**EXERCISE GOAL**
Note each line of the entries that includes "positions". Then copy those lines.

**EXCERPTED RECORDS**
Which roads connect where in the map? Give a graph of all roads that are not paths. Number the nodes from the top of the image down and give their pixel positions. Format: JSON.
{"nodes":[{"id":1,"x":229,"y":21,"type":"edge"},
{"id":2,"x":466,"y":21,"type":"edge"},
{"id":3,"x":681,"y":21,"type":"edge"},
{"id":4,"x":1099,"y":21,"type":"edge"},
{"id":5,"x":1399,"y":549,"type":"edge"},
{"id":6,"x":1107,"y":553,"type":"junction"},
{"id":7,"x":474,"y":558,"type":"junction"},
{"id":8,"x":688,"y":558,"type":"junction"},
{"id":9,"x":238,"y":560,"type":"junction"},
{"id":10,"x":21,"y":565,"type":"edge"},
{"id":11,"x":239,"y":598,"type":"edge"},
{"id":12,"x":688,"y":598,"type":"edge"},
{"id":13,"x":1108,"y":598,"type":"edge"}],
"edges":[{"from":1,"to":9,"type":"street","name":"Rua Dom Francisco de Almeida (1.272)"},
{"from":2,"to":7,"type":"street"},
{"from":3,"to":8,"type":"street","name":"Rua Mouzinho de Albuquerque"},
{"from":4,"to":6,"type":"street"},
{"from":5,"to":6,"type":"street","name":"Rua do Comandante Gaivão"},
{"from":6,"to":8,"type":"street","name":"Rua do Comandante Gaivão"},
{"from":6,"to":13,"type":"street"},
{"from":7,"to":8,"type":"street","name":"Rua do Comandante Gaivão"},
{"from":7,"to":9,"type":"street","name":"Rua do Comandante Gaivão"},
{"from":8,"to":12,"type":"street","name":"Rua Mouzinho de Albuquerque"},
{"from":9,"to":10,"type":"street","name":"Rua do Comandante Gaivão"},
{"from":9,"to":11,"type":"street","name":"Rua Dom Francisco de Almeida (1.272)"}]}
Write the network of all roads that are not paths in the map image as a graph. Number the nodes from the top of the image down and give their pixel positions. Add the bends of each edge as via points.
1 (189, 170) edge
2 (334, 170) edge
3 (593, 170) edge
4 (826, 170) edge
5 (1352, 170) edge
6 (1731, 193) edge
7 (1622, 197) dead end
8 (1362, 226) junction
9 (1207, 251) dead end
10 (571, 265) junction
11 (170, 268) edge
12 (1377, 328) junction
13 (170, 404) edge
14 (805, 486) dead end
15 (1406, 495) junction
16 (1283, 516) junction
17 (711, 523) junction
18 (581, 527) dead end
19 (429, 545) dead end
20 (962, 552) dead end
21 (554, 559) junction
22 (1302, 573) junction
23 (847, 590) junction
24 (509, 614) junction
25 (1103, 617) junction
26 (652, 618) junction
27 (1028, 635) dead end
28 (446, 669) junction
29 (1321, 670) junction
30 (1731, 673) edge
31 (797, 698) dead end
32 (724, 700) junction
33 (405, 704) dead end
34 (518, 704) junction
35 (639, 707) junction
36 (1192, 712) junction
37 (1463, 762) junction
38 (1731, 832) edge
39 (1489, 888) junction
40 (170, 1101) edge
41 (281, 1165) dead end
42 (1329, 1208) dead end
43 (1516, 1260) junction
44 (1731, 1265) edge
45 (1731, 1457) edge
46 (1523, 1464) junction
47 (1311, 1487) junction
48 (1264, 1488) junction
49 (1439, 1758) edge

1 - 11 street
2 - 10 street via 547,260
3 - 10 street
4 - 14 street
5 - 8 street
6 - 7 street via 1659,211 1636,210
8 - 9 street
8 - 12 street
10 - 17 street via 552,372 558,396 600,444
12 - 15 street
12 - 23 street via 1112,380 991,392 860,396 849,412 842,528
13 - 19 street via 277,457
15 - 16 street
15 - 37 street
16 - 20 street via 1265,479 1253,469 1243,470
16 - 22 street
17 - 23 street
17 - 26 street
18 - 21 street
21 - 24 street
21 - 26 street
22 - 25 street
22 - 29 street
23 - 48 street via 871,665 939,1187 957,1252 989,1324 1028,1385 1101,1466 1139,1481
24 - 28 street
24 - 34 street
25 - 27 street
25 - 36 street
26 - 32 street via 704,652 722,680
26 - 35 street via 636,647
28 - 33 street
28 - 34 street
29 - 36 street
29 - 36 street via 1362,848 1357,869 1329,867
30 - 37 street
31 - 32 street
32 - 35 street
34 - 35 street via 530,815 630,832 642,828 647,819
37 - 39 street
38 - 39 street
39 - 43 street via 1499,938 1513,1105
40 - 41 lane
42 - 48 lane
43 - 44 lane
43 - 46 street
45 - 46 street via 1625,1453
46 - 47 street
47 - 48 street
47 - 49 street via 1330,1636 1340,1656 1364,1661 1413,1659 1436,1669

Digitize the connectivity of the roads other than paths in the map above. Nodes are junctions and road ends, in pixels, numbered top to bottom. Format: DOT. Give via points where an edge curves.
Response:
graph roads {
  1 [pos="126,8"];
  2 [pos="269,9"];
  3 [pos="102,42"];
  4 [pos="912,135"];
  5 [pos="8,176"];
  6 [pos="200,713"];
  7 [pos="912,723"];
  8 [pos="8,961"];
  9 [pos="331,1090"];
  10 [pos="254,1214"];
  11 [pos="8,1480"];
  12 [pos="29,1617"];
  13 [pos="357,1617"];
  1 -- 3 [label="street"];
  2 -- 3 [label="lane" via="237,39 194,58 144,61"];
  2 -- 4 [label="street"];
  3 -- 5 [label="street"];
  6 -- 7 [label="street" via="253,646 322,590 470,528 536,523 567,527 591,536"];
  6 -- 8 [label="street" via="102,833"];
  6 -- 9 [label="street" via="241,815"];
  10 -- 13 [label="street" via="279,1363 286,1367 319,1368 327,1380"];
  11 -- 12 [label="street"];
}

**OUTPUT BELOW**
Which roads connect where in the map? Give a graph of all roads that are not paths. Number the nodes from the top of the image down and give their pixel positions. Format: JSON.
Write the network of all roads that are not paths in the map image as a graph. Number the nodes from the top of the image down and give their pixel positions. Add the bends of each edge as via points.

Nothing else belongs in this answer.